> Task inputs

★ ★ ★ ★

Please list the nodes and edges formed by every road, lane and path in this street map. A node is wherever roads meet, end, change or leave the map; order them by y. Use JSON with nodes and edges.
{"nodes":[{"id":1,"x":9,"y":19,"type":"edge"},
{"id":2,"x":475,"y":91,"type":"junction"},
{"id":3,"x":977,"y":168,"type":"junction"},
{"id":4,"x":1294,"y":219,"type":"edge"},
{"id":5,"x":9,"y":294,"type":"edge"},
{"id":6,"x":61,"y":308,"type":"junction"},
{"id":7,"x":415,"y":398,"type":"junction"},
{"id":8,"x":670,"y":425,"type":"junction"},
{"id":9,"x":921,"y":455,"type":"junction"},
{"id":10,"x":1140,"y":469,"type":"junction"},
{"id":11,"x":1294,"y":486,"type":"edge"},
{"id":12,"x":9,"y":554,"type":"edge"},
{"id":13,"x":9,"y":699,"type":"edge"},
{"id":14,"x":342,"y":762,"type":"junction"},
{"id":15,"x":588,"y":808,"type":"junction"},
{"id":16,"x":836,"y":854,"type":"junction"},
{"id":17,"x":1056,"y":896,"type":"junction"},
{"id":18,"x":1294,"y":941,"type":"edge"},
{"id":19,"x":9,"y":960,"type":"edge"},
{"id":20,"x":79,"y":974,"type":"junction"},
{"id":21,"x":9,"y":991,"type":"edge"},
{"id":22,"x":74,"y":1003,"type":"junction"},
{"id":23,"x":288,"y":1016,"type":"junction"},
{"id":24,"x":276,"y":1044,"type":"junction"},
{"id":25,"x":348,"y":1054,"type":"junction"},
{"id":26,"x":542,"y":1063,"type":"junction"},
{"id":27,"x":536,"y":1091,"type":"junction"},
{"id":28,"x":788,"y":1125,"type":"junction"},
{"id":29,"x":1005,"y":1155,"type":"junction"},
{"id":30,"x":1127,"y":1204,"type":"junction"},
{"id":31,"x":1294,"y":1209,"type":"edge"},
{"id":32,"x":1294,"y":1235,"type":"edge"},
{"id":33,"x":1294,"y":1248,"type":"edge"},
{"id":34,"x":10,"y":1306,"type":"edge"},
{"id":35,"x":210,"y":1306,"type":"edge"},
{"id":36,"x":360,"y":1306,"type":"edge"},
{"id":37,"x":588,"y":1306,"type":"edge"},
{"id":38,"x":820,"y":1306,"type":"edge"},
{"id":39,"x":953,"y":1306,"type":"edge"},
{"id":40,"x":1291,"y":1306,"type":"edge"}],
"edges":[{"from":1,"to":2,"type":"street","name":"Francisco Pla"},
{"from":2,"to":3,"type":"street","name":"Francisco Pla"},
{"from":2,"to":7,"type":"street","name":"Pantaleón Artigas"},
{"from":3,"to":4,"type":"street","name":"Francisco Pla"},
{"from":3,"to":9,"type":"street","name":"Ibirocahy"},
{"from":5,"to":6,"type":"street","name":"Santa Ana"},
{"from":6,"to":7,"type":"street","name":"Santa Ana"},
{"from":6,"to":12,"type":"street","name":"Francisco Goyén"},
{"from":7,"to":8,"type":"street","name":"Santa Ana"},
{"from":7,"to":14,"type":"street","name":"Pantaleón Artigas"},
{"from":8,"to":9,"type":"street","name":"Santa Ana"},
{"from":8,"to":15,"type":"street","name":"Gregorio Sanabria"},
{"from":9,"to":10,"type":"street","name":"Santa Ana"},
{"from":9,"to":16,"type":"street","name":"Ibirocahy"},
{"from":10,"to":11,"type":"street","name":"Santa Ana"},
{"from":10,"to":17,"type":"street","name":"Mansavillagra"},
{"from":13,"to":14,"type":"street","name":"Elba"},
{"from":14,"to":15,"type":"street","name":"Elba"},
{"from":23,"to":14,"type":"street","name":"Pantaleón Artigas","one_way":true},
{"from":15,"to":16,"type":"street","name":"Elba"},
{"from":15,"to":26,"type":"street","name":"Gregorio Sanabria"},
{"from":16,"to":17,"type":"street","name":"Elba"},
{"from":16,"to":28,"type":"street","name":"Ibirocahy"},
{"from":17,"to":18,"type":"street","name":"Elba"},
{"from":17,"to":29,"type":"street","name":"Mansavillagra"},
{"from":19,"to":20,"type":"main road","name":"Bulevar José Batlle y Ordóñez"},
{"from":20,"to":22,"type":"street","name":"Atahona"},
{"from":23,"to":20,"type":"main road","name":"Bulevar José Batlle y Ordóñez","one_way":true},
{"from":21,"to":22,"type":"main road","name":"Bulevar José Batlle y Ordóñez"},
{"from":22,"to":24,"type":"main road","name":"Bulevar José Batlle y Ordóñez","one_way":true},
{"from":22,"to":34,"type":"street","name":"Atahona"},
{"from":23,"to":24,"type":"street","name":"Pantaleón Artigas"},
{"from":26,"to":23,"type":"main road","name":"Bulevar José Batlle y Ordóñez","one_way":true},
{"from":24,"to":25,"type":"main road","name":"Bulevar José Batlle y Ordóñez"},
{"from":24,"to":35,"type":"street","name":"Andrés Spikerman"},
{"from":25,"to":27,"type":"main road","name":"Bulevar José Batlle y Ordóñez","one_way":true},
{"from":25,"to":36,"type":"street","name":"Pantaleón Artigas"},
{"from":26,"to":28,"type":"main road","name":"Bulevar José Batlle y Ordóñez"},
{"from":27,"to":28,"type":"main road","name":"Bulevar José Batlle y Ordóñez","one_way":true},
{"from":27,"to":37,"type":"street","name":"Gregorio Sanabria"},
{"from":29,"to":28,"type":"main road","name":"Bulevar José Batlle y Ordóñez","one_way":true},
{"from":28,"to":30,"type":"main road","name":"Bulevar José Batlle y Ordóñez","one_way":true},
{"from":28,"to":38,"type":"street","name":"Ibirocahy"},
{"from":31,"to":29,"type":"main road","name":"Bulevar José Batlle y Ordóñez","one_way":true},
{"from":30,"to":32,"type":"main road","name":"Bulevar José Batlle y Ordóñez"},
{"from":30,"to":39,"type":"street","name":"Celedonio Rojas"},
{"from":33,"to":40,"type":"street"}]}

★ ★ ★ ★

> Assignment
Line count for "nodes": state how many lines of the records contain it, and give only the number.

> Result for this exercise
2